■ Problem description:
Without the pictures, reproduce the entries below exactly.
Top of Data supplied
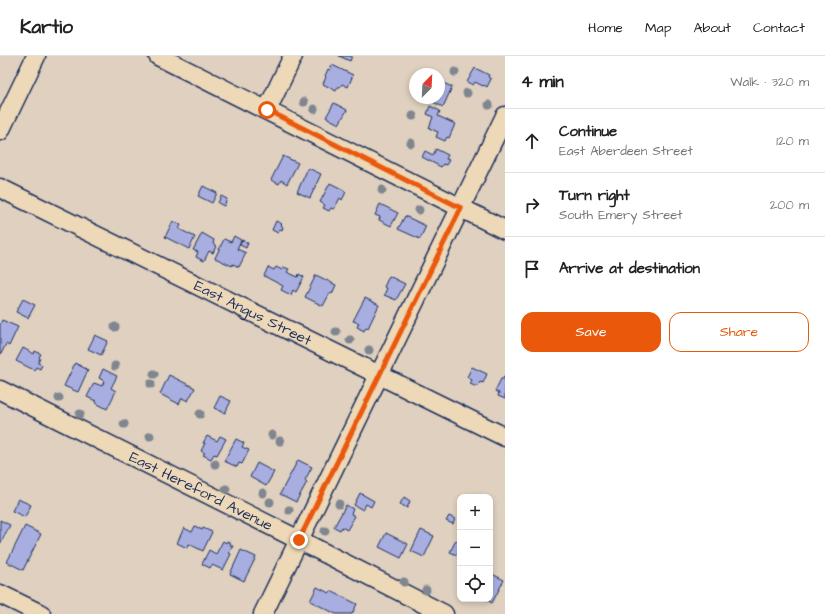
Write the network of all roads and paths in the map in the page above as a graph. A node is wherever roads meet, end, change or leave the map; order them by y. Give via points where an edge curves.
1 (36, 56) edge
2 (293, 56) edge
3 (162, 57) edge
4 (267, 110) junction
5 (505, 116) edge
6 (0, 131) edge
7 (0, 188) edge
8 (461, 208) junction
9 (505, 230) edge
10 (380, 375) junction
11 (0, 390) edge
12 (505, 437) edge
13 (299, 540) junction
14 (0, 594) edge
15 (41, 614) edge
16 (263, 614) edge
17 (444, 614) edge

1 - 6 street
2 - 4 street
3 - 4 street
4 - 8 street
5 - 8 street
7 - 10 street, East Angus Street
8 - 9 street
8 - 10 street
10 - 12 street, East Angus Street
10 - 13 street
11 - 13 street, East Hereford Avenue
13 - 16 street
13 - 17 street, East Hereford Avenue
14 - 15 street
Bottom of Data supplied
■ Result:
Write the network of all roads and paths in the map in the page above as a graph. A node is wherever roads meet, end, change or leave the map; order them by y. Give via points where an edge curves.
1 (36, 56) edge
2 (293, 56) edge
3 (162, 57) edge
4 (267, 110) junction
5 (505, 116) edge
6 (0, 131) edge
7 (0, 188) edge
8 (461, 208) junction
9 (505, 230) edge
10 (380, 375) junction
11 (0, 390) edge
12 (505, 437) edge
13 (299, 540) junction
14 (0, 594) edge
15 (41, 614) edge
16 (263, 614) edge
17 (444, 614) edge

1 - 6 street
2 - 4 street
3 - 4 street
4 - 8 street
5 - 8 street
7 - 10 street, East Angus Street
8 - 9 street
8 - 10 street
10 - 12 street, East Angus Street
10 - 13 street
11 - 13 street, East Hereford Avenue
13 - 16 street
13 - 17 street, East Hereford Avenue
14 - 15 street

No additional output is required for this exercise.